Rapid Deployment of Predictive Models - Quick Tab

Select the Quick tab of the Rapid Deployment of Predictive Models dialog box to access the options described here.

Summary: Predicted & residual values (classifications). Click this button to compute predicted values or predicted classifications and other statistics for the current model from the current active data set. For regression-type problems, when observed values for the outcome variable exist, Statistica will also compute the average squared error (residual) for each prediction model; for classification-type problems, when observed values for the outcome variable exist, the program will also compute overall error rates for each prediction model.

Save predicted & residual values (classifications). Click this button to compute predicted values or predicted classifications and other statistics for the current model from the current active data set, and to place this information along with other variables into a spreadsheet marked for input for subsequent analyses. After clicking this button, a variable selection dialog box will be displayed, where you can select variables to save along with the predicted and residual values (classifications). This option is particularly useful in order to create input data files for further analyses after computing predicted values (e.g., for further residual analyses, etc.).

Save predicted & residual values to input data. Click this button to compute predicted values or predicted classifications and other statistics for the current models from the current active data set, and to place this information into the input data file or database (see also Streaming Database Connector Technology). This option can be used to write predicted values, classification probabilities, or classifications back into the same data file or database that contains the data from which the respective models were estimated; this is a common operation in data mining projects when the predictions from one or more models are to be integrated into the data warehouse (see Data Warehousing).

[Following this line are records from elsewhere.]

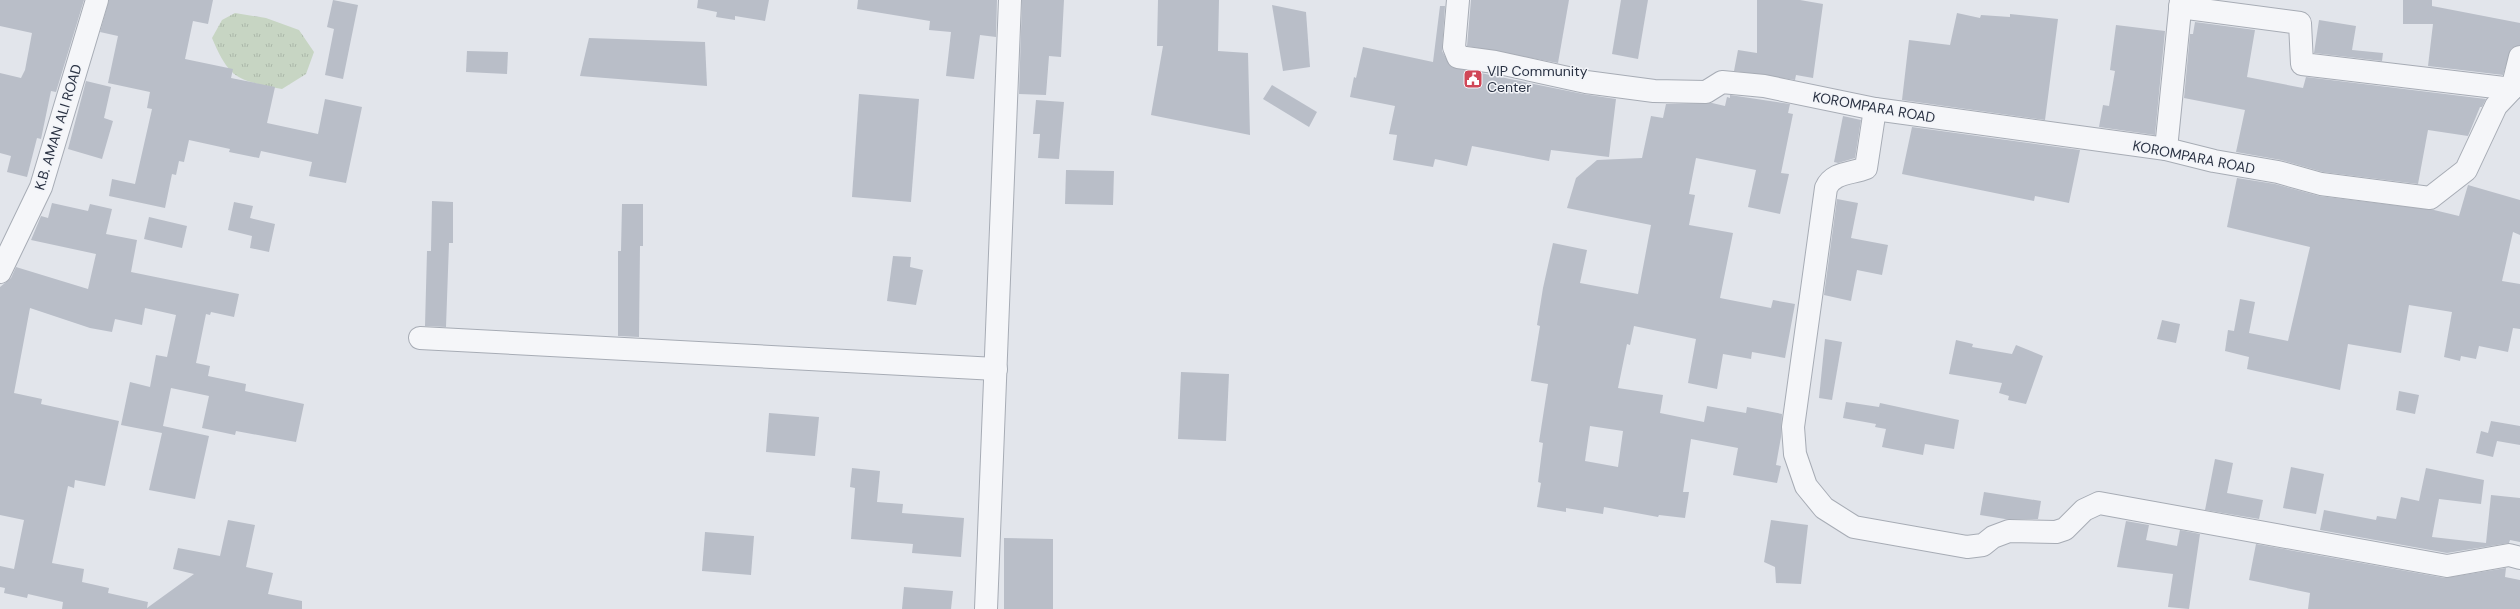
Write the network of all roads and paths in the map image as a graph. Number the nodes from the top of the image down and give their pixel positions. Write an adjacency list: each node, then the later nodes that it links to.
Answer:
1 (97, 0): 9 (street, K.B. AMAN ALI ROAD)
2 (1010, 0): 11 (street)
3 (1458, 0): 7 (street, KOROMPARA ROAD)
4 (2180, 4): 6 (street); 8 (street)
5 (2520, 58): 6 (street, KOROMPARA ROAD)
6 (2512, 89): 8 (street, KOROMPARA ROAD)
7 (1875, 109): 8 (street, KOROMPARA ROAD); 12 (street)
8 (2166, 149)
9 (0, 272)
10 (420, 338): 11 (street)
11 (996, 370): 13 (street)
12 (2520, 558)
13 (986, 609)

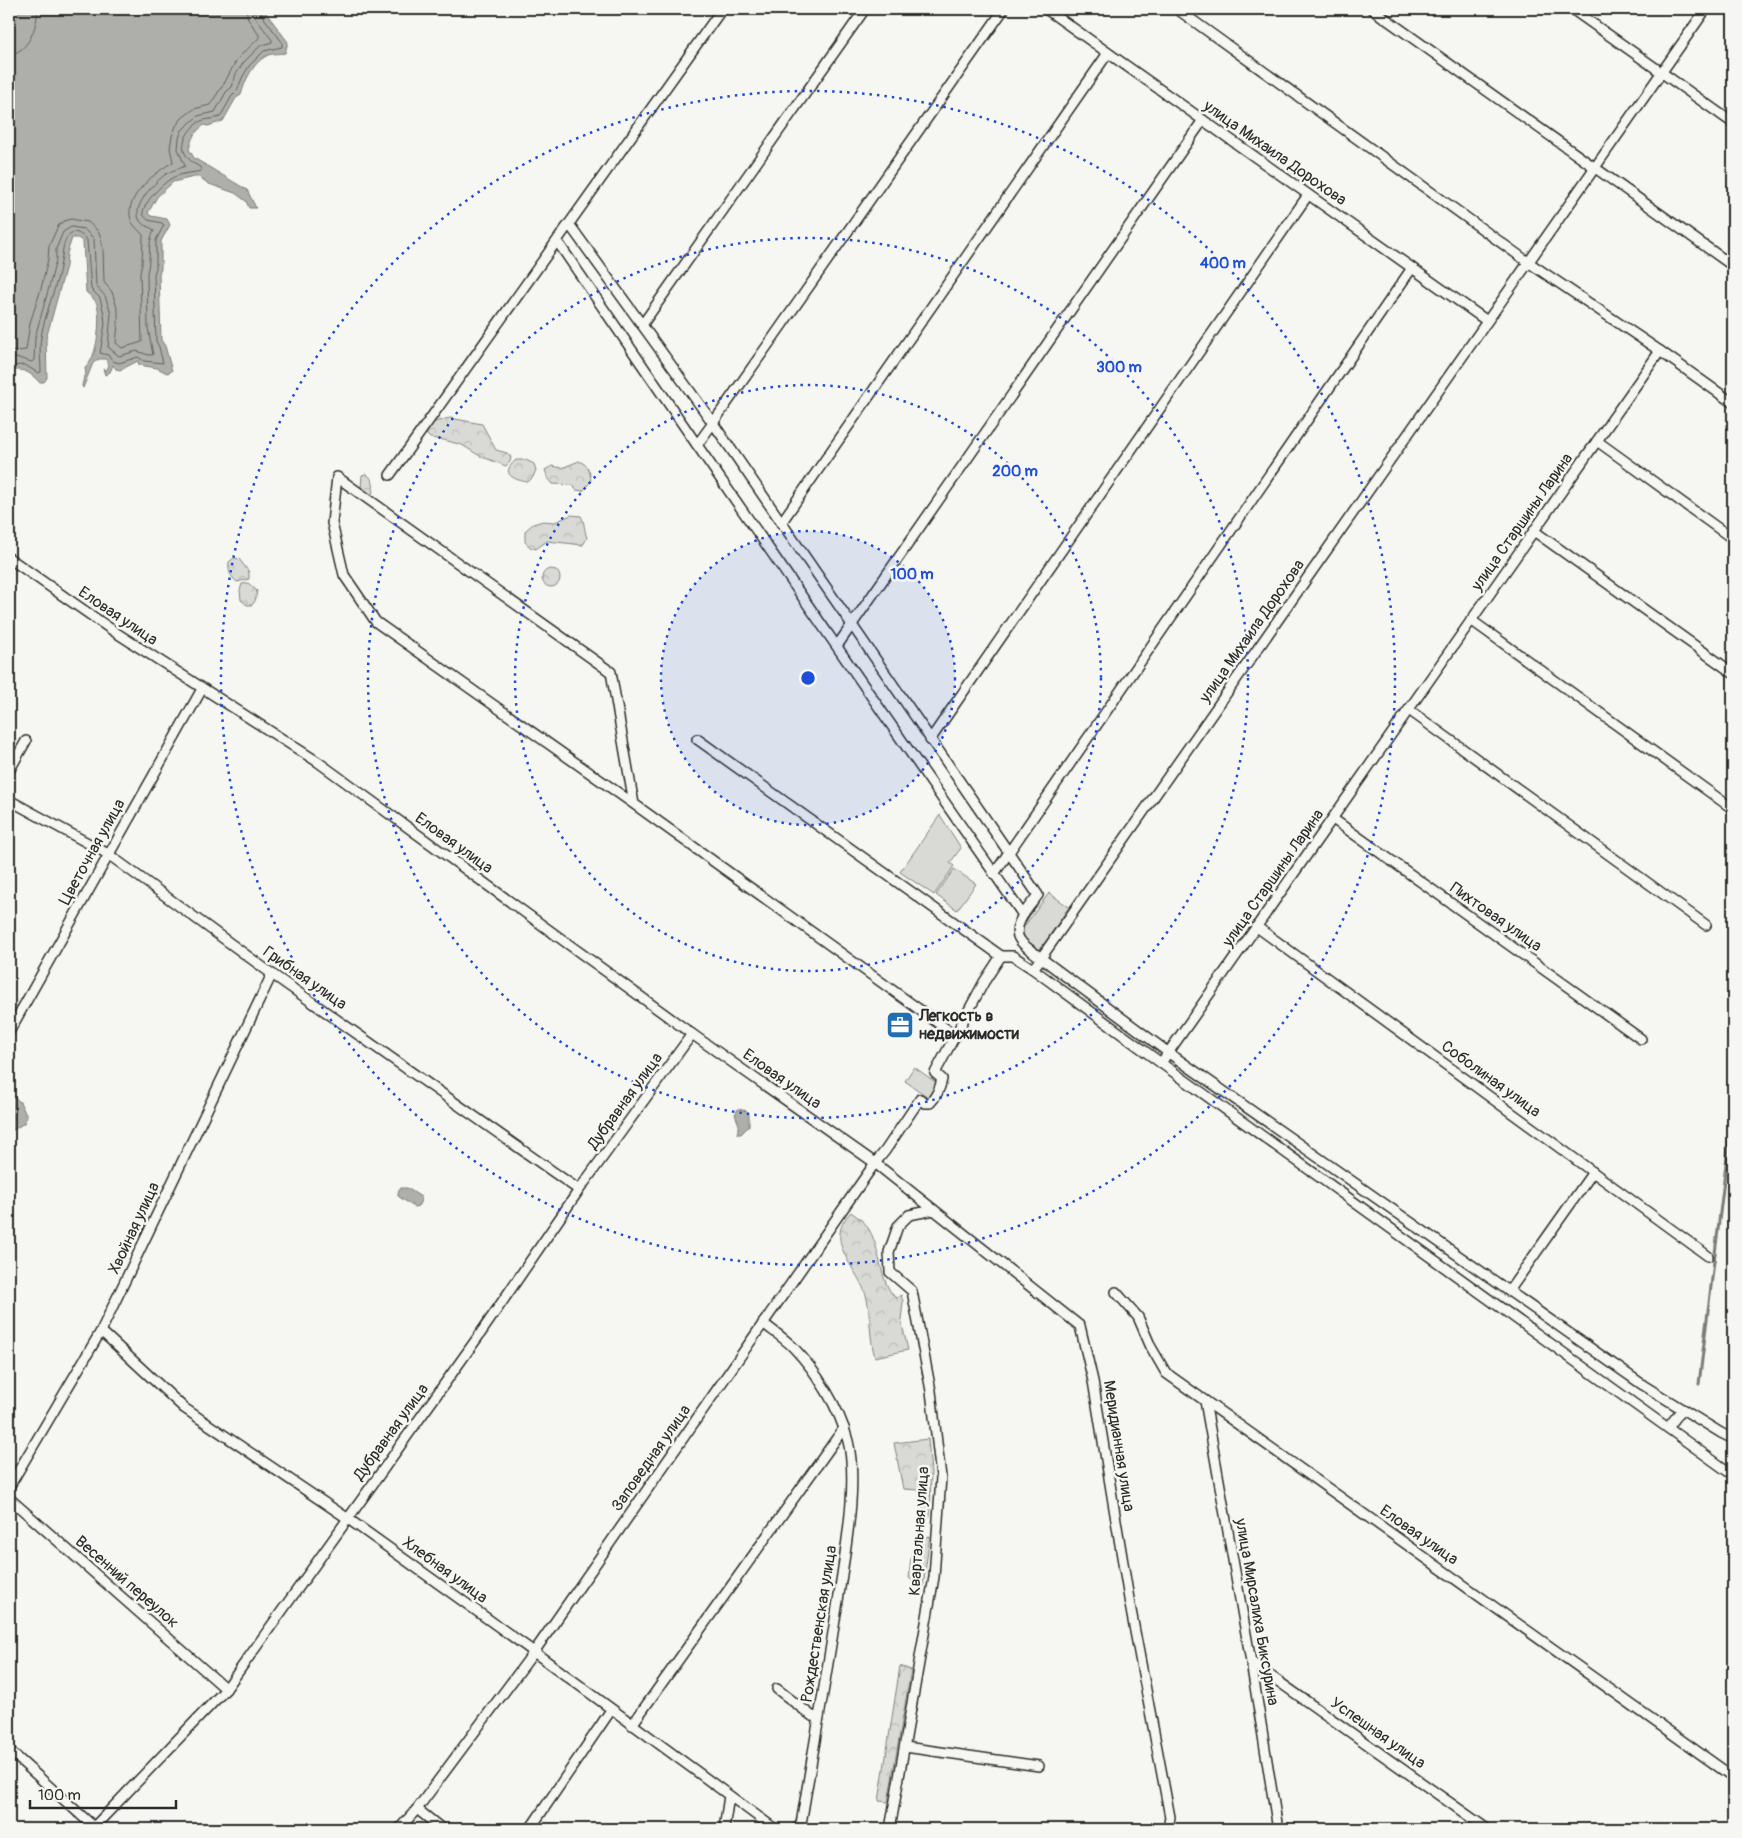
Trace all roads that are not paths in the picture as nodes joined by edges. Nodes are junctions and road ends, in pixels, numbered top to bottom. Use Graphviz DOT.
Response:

After clicking this button, the Assign statistics to variables for saving in input data dialog box is displayed. Use these options to assign the statistics of interest (predicted values or classifications, prediction probabilities, residuals) to columns in the current input data file (or connection to an external database). Make sure that the variables to which you want to write this information already exist in the current data file, i.e., create those variables or fields (in a database) prior to using this option. Refer also to Steaming Database Connector Technology for details on how to define the cursor to permit writing of results (e.g., predicted classifications) to an external database.

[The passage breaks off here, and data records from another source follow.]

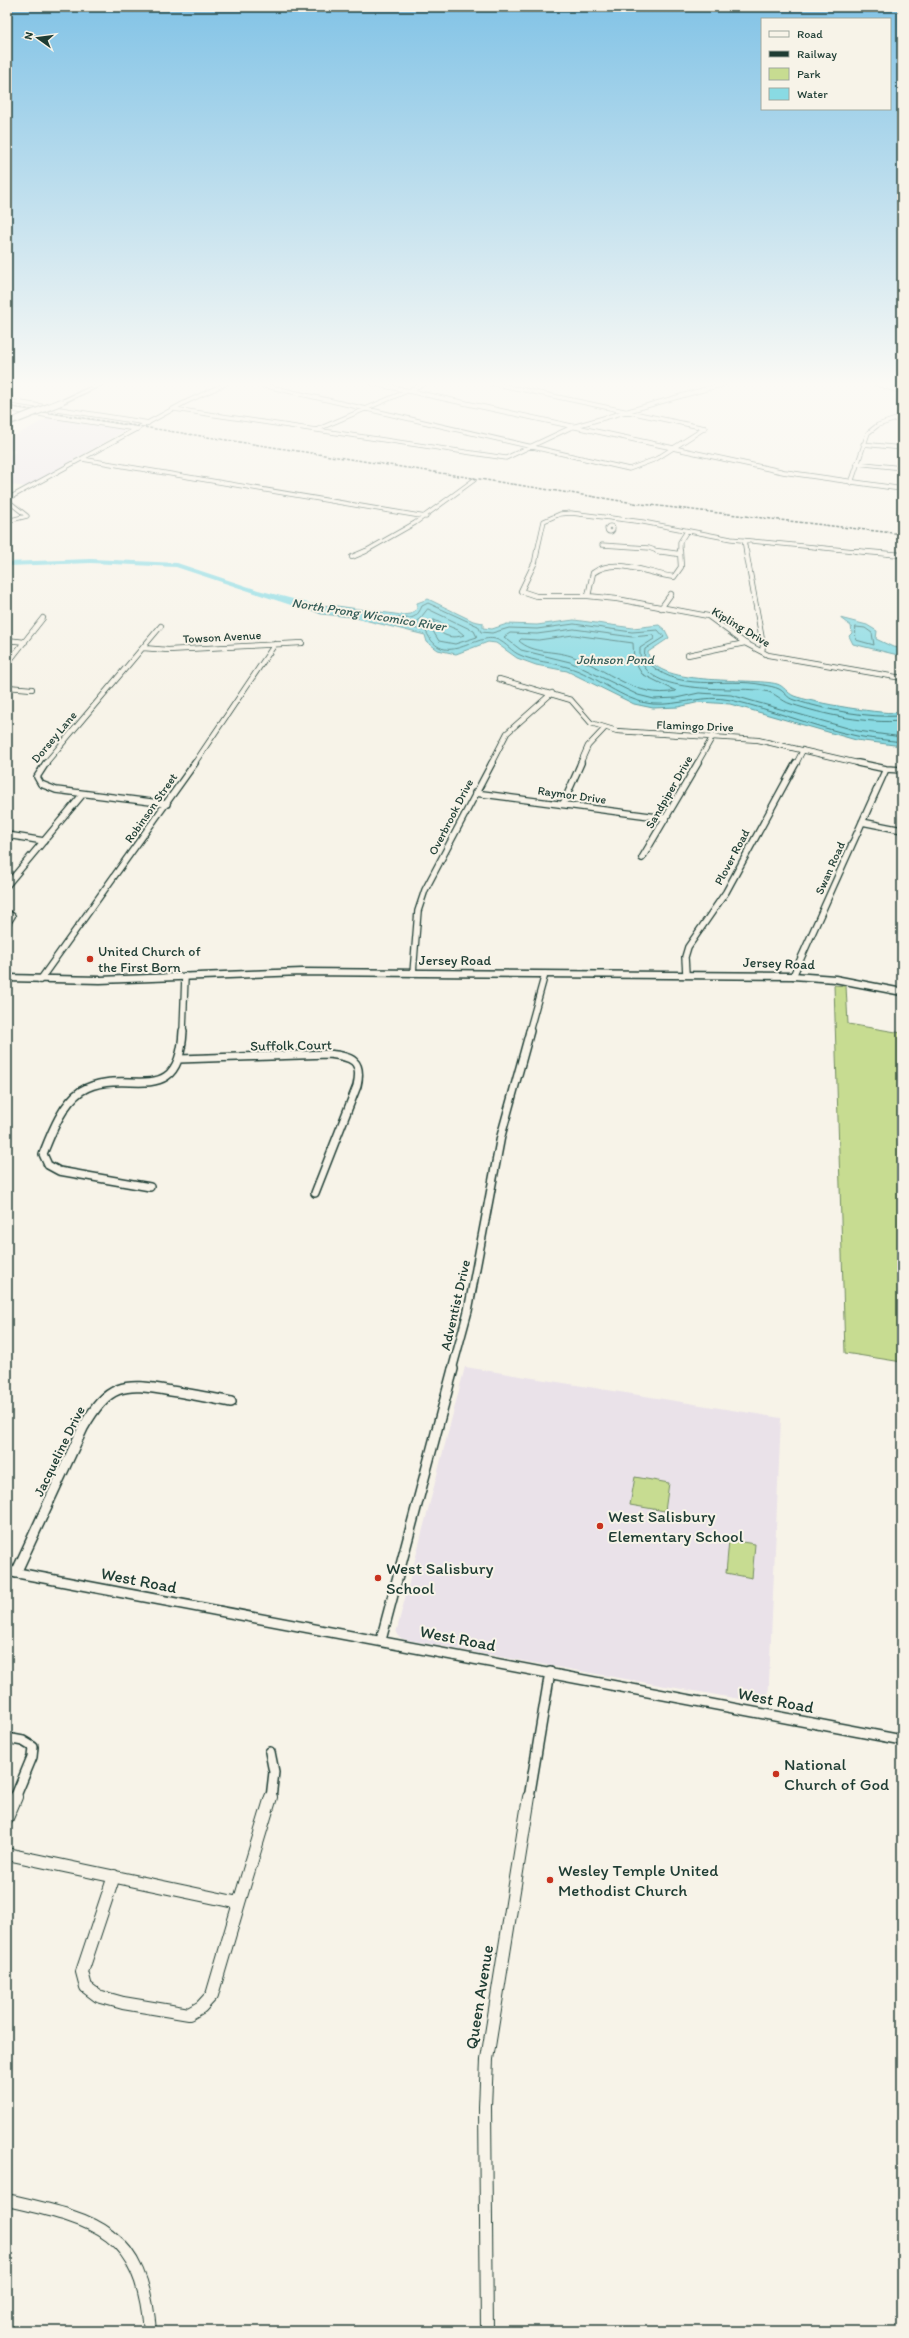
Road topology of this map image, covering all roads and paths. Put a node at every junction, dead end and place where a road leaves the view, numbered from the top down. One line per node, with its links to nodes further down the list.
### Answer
1 (19, 492): 6 (street)
2 (278, 492): 4 (street)
3 (458, 492): 4 (street)
4 (426, 517): 13 (street)
5 (616, 518): 7 (street); 8 (street); 15 (street, Kipling Drive)
6 (7, 521)
7 (610, 526)
8 (687, 531): 9 (street); 11 (street)
9 (744, 540): 12 (street); 25 (street)
10 (602, 545): 11 (street)
11 (679, 554): 15 (street)
12 (902, 555)
13 (352, 557)
14 (671, 594): 16 (street)
15 (588, 596): 16 (street, Kipling Drive)
16 (661, 608): 22 (street, Kipling Drive)
17 (43, 618): 20 (street)
18 (161, 626): 24 (street, Dorsey Lane)
19 (7, 640): 20 (street)
20 (25, 642): 27 (street)
21 (302, 643): 23 (street, Towson Avenue)
22 (745, 643): 25 (street, Kipling Drive); 26 (street)
23 (275, 644): 24 (street, Towson Avenue); 40 (street, Robinson Street)
24 (143, 648): 39 (street, Dorsey Lane)
25 (762, 652): 28 (street, Kipling Drive)
26 (688, 656)
27 (7, 664)
28 (902, 678)
29 (499, 679): 32 (street, Flamingo Drive)
30 (7, 687): 31 (street)
31 (32, 689)
32 (552, 693): 33 (street, Flamingo Drive); 38 (street, Overbrook Drive)
33 (605, 728): 34 (street, Flamingo Drive); 41 (street)
34 (713, 736): 35 (street, Flamingo Drive); 42 (street, Sandpiper Drive)
35 (802, 750): 36 (street, Flamingo Drive); 53 (street, Plover Road)
36 (886, 769): 37 (street, Flamingo Drive); 43 (street, Swan Road)
37 (902, 770)
38 (475, 792): 41 (street, Raymor Drive); 51 (street, Overbrook Drive)
39 (83, 794): 40 (street, Dorsey Lane); 46 (street)
40 (167, 804): 57 (street, Robinson Street)
41 (563, 804): 42 (street, Raymor Drive)
42 (665, 818): 47 (street, Sandpiper Drive)
43 (862, 822): 44 (street); 55 (street, Swan Road)
44 (902, 830)
45 (7, 836): 46 (street)
46 (44, 840): 48 (street)
47 (642, 858)
48 (7, 885)
49 (7, 913): 50 (street)
50 (7, 924)
51 (413, 973): 52 (street, Jersey Road); 54 (street, Jersey Road)
52 (545, 974): 53 (street, Jersey Road); 64 (street, Adventist Drive)
53 (686, 974): 55 (street, Jersey Road)
54 (185, 976): 57 (street, Jersey Road); 59 (street)
55 (793, 976): 58 (street, Jersey Road)
56 (7, 978): 57 (street, Jersey Road)
57 (40, 980)
58 (902, 992)
59 (180, 1060): 60 (street); 61 (street, Suffolk Court)
60 (150, 1187)
61 (315, 1193)
62 (231, 1402): 63 (street, Jacqueline Drive)
63 (11, 1572): 64 (street, West Road)
64 (381, 1640): 65 (street, West Road)
65 (550, 1672): 67 (street, West Road); 75 (street, Queen Avenue)
66 (7, 1738): 69 (street)
67 (902, 1740)
68 (270, 1752): 72 (street)
69 (7, 1818)
70 (7, 1854): 71 (street)
71 (114, 1876): 72 (street); 72 (street)
72 (239, 1903)
73 (7, 2200): 74 (street)
74 (150, 2331)
75 (487, 2331)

Model file list. Click this button to display a spreadsheet with names of currently selected (PMML) files.

Include pred. probs in output. This option is available for classification models. When this check box is selected, the prediction probabilities of the dependent categories for the selected models will be created.

Tree model options.

Include node id. Select this check box to produce an extra column - Terminal Node - to the results spreadsheet. This is the node ID where the tree algorithm stops to generate a prediction for each case.

Predict case(s) with missing data in inputs. Select this check box to generate predictions for cases with missing inputs. Tree algorithms can be used to generate predictions by just returning at the node where a decision cannot be made to proceed further (because of missing data). By default this check box will be cleared and can be selected if a particular use case accepts such non-terminal node prediction from tree algorithms.

When unmatched categories are encountered. In some cases and for some models, it is possible to make predictions from categorical (class) variables when the actual categories or class values are not referenced by the respective prediction models (PMML).

For example, suppose you built a prediction model that included a categorical predictor EmploymentStatus with the categories Yes and No. Now suppose a new case is to be predicted (scored) where the individual responded Part Time, instead of Yes or No. Some models, such as logistic regression can in fact make valid predictions for such cases, assuming that the value for this variable is Not-Yes and Not-No. The coding that is performed before the prediction model is applied may code the respective variable as two binary variables (0/1) to indicate the Yes and No responses. If a category does not match either of those variables, it will be 0 for both response categories.

Sometimes this may not be desirable behavior. Instead the predictions should either not be made for those cases, or the entire deployment (computations of predicted values) should be interrupted to inform the operator or analyst that a heretofore unknown class value was encountered.

Let model handle unmatched categories. Select this option button to let the respective prediction model handle these cases. Some will make valid predictions.

Set predictions to Missing Data. Select this option button to let the scoring proceed, but return a missing data value for the predicted value or class from all prediction models.

Interrupt scoring (processing), and show error. Select this option button to interrupt the analyses. The first instance of an unmatched class value will be shown in the error message.